ASSIGNMENT. Copy each of the records exactly.

DATA SHOWN.
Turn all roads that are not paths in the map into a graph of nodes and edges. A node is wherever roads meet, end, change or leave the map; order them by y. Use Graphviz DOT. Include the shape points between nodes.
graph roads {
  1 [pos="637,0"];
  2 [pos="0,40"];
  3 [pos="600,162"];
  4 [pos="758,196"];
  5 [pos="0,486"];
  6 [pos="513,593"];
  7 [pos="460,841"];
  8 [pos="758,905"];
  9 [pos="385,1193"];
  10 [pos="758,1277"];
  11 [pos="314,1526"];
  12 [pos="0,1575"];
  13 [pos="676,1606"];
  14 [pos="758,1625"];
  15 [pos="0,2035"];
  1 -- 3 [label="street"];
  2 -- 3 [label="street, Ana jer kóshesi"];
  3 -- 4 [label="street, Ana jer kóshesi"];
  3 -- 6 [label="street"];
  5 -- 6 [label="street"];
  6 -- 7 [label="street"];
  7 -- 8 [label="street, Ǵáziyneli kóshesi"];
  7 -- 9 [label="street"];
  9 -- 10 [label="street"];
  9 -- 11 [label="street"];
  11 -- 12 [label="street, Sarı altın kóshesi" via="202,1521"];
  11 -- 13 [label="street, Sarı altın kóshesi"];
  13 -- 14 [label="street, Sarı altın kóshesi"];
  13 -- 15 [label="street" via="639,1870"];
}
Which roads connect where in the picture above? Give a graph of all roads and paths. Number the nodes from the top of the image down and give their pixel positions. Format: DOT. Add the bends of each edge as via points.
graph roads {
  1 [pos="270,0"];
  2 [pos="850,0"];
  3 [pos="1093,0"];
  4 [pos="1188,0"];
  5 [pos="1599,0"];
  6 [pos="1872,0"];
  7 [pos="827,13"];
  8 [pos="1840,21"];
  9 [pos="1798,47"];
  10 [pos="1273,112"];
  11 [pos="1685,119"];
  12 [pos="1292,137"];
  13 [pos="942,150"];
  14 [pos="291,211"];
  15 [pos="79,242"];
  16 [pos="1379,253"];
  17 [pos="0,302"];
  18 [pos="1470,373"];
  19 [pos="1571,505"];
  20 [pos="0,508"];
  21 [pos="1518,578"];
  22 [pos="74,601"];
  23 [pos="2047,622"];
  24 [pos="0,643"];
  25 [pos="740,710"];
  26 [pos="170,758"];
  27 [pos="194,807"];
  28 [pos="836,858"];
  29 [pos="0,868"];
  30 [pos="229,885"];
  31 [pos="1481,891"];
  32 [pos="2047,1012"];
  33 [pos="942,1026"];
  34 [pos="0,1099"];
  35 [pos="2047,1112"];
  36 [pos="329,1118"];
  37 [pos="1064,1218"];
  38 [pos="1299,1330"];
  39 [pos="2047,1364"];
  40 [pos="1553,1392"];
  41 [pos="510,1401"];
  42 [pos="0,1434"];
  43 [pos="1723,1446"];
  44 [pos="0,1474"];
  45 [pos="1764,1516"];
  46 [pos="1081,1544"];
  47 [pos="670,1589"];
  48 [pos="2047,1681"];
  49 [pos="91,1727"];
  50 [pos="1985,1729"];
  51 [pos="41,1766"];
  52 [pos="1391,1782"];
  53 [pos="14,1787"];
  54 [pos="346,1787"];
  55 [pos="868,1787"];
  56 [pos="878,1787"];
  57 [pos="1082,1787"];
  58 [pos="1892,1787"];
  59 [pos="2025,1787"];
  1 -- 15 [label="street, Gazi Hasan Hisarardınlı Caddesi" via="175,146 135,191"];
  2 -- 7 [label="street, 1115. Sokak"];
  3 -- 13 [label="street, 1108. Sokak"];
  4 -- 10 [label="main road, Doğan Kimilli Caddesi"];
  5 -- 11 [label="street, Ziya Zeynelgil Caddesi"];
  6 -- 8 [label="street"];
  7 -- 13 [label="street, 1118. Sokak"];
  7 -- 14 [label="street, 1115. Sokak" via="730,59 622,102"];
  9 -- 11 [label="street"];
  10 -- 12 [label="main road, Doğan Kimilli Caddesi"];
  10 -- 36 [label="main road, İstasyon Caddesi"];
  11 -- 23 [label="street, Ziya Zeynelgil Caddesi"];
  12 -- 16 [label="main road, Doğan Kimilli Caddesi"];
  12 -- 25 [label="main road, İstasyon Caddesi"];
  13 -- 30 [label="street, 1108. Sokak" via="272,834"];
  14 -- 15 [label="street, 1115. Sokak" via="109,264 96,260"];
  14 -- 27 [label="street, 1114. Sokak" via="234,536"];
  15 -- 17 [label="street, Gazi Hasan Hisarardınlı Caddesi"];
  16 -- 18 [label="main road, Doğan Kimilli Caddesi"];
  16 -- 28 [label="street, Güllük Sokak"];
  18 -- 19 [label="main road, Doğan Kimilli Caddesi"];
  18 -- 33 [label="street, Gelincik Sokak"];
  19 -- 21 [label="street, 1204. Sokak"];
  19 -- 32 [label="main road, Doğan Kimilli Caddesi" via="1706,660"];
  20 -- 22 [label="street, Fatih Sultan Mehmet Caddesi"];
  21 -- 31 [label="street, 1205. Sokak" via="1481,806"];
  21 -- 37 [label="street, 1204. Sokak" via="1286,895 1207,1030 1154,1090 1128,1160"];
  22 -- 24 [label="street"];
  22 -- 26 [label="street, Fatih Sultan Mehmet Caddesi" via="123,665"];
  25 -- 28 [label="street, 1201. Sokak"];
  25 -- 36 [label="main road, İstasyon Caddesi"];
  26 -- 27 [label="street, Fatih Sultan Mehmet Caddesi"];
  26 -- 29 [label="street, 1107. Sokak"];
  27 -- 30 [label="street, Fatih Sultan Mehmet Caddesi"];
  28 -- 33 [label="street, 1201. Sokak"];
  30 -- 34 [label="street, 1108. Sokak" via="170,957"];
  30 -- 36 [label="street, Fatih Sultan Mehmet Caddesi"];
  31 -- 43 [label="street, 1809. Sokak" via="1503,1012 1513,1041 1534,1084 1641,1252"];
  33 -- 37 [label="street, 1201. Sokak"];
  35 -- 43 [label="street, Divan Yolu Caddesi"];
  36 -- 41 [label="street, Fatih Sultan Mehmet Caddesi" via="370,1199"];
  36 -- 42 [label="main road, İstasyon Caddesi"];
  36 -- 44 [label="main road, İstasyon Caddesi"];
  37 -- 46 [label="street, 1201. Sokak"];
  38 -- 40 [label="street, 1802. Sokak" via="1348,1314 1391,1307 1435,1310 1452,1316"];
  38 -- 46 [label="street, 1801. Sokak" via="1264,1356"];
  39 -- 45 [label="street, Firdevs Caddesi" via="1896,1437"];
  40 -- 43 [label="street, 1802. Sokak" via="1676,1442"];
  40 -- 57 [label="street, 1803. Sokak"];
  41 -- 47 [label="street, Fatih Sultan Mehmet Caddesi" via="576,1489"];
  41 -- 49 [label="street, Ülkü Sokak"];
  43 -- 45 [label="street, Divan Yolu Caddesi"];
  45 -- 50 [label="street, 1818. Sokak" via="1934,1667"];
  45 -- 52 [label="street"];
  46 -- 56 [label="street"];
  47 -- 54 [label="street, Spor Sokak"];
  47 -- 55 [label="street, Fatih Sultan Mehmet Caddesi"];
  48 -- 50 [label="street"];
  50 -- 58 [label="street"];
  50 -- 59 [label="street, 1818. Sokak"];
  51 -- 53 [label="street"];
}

WRITTEN ANSWER.
Turn all roads that are not paths in the map into a graph of nodes and edges. A node is wherever roads meet, end, change or leave the map; order them by y. Use Graphviz DOT. Include the shape points between nodes.
graph roads {
  1 [pos="637,0"];
  2 [pos="0,40"];
  3 [pos="600,162"];
  4 [pos="758,196"];
  5 [pos="0,486"];
  6 [pos="513,593"];
  7 [pos="460,841"];
  8 [pos="758,905"];
  9 [pos="385,1193"];
  10 [pos="758,1277"];
  11 [pos="314,1526"];
  12 [pos="0,1575"];
  13 [pos="676,1606"];
  14 [pos="758,1625"];
  15 [pos="0,2035"];
  1 -- 3 [label="street"];
  2 -- 3 [label="street, Ana jer kóshesi"];
  3 -- 4 [label="street, Ana jer kóshesi"];
  3 -- 6 [label="street"];
  5 -- 6 [label="street"];
  6 -- 7 [label="street"];
  7 -- 8 [label="street, Ǵáziyneli kóshesi"];
  7 -- 9 [label="street"];
  9 -- 10 [label="street"];
  9 -- 11 [label="street"];
  11 -- 12 [label="street, Sarı altın kóshesi" via="202,1521"];
  11 -- 13 [label="street, Sarı altın kóshesi"];
  13 -- 14 [label="street, Sarı altın kóshesi"];
  13 -- 15 [label="street" via="639,1870"];
}
Which roads connect where in the picture above? Give a graph of all roads and paths. Number the nodes from the top of the image down and give their pixel positions. Format: DOT. Add the bends of each edge as via points.
graph roads {
  1 [pos="270,0"];
  2 [pos="850,0"];
  3 [pos="1093,0"];
  4 [pos="1188,0"];
  5 [pos="1599,0"];
  6 [pos="1872,0"];
  7 [pos="827,13"];
  8 [pos="1840,21"];
  9 [pos="1798,47"];
  10 [pos="1273,112"];
  11 [pos="1685,119"];
  12 [pos="1292,137"];
  13 [pos="942,150"];
  14 [pos="291,211"];
  15 [pos="79,242"];
  16 [pos="1379,253"];
  17 [pos="0,302"];
  18 [pos="1470,373"];
  19 [pos="1571,505"];
  20 [pos="0,508"];
  21 [pos="1518,578"];
  22 [pos="74,601"];
  23 [pos="2047,622"];
  24 [pos="0,643"];
  25 [pos="740,710"];
  26 [pos="170,758"];
  27 [pos="194,807"];
  28 [pos="836,858"];
  29 [pos="0,868"];
  30 [pos="229,885"];
  31 [pos="1481,891"];
  32 [pos="2047,1012"];
  33 [pos="942,1026"];
  34 [pos="0,1099"];
  35 [pos="2047,1112"];
  36 [pos="329,1118"];
  37 [pos="1064,1218"];
  38 [pos="1299,1330"];
  39 [pos="2047,1364"];
  40 [pos="1553,1392"];
  41 [pos="510,1401"];
  42 [pos="0,1434"];
  43 [pos="1723,1446"];
  44 [pos="0,1474"];
  45 [pos="1764,1516"];
  46 [pos="1081,1544"];
  47 [pos="670,1589"];
  48 [pos="2047,1681"];
  49 [pos="91,1727"];
  50 [pos="1985,1729"];
  51 [pos="41,1766"];
  52 [pos="1391,1782"];
  53 [pos="14,1787"];
  54 [pos="346,1787"];
  55 [pos="868,1787"];
  56 [pos="878,1787"];
  57 [pos="1082,1787"];
  58 [pos="1892,1787"];
  59 [pos="2025,1787"];
  1 -- 15 [label="street, Gazi Hasan Hisarardınlı Caddesi" via="175,146 135,191"];
  2 -- 7 [label="street, 1115. Sokak"];
  3 -- 13 [label="street, 1108. Sokak"];
  4 -- 10 [label="main road, Doğan Kimilli Caddesi"];
  5 -- 11 [label="street, Ziya Zeynelgil Caddesi"];
  6 -- 8 [label="street"];
  7 -- 13 [label="street, 1118. Sokak"];
  7 -- 14 [label="street, 1115. Sokak" via="730,59 622,102"];
  9 -- 11 [label="street"];
  10 -- 12 [label="main road, Doğan Kimilli Caddesi"];
  10 -- 36 [label="main road, İstasyon Caddesi"];
  11 -- 23 [label="street, Ziya Zeynelgil Caddesi"];
  12 -- 16 [label="main road, Doğan Kimilli Caddesi"];
  12 -- 25 [label="main road, İstasyon Caddesi"];
  13 -- 30 [label="street, 1108. Sokak" via="272,834"];
  14 -- 15 [label="street, 1115. Sokak" via="109,264 96,260"];
  14 -- 27 [label="street, 1114. Sokak" via="234,536"];
  15 -- 17 [label="street, Gazi Hasan Hisarardınlı Caddesi"];
  16 -- 18 [label="main road, Doğan Kimilli Caddesi"];
  16 -- 28 [label="street, Güllük Sokak"];
  18 -- 19 [label="main road, Doğan Kimilli Caddesi"];
  18 -- 33 [label="street, Gelincik Sokak"];
  19 -- 21 [label="street, 1204. Sokak"];
  19 -- 32 [label="main road, Doğan Kimilli Caddesi" via="1706,660"];
  20 -- 22 [label="street, Fatih Sultan Mehmet Caddesi"];
  21 -- 31 [label="street, 1205. Sokak" via="1481,806"];
  21 -- 37 [label="street, 1204. Sokak" via="1286,895 1207,1030 1154,1090 1128,1160"];
  22 -- 24 [label="street"];
  22 -- 26 [label="street, Fatih Sultan Mehmet Caddesi" via="123,665"];
  25 -- 28 [label="street, 1201. Sokak"];
  25 -- 36 [label="main road, İstasyon Caddesi"];
  26 -- 27 [label="street, Fatih Sultan Mehmet Caddesi"];
  26 -- 29 [label="street, 1107. Sokak"];
  27 -- 30 [label="street, Fatih Sultan Mehmet Caddesi"];
  28 -- 33 [label="street, 1201. Sokak"];
  30 -- 34 [label="street, 1108. Sokak" via="170,957"];
  30 -- 36 [label="street, Fatih Sultan Mehmet Caddesi"];
  31 -- 43 [label="street, 1809. Sokak" via="1503,1012 1513,1041 1534,1084 1641,1252"];
  33 -- 37 [label="street, 1201. Sokak"];
  35 -- 43 [label="street, Divan Yolu Caddesi"];
  36 -- 41 [label="street, Fatih Sultan Mehmet Caddesi" via="370,1199"];
  36 -- 42 [label="main road, İstasyon Caddesi"];
  36 -- 44 [label="main road, İstasyon Caddesi"];
  37 -- 46 [label="street, 1201. Sokak"];
  38 -- 40 [label="street, 1802. Sokak" via="1348,1314 1391,1307 1435,1310 1452,1316"];
  38 -- 46 [label="street, 1801. Sokak" via="1264,1356"];
  39 -- 45 [label="street, Firdevs Caddesi" via="1896,1437"];
  40 -- 43 [label="street, 1802. Sokak" via="1676,1442"];
  40 -- 57 [label="street, 1803. Sokak"];
  41 -- 47 [label="street, Fatih Sultan Mehmet Caddesi" via="576,1489"];
  41 -- 49 [label="street, Ülkü Sokak"];
  43 -- 45 [label="street, Divan Yolu Caddesi"];
  45 -- 50 [label="street, 1818. Sokak" via="1934,1667"];
  45 -- 52 [label="street"];
  46 -- 56 [label="street"];
  47 -- 54 [label="street, Spor Sokak"];
  47 -- 55 [label="street, Fatih Sultan Mehmet Caddesi"];
  48 -- 50 [label="street"];
  50 -- 58 [label="street"];
  50 -- 59 [label="street, 1818. Sokak"];
  51 -- 53 [label="street"];
}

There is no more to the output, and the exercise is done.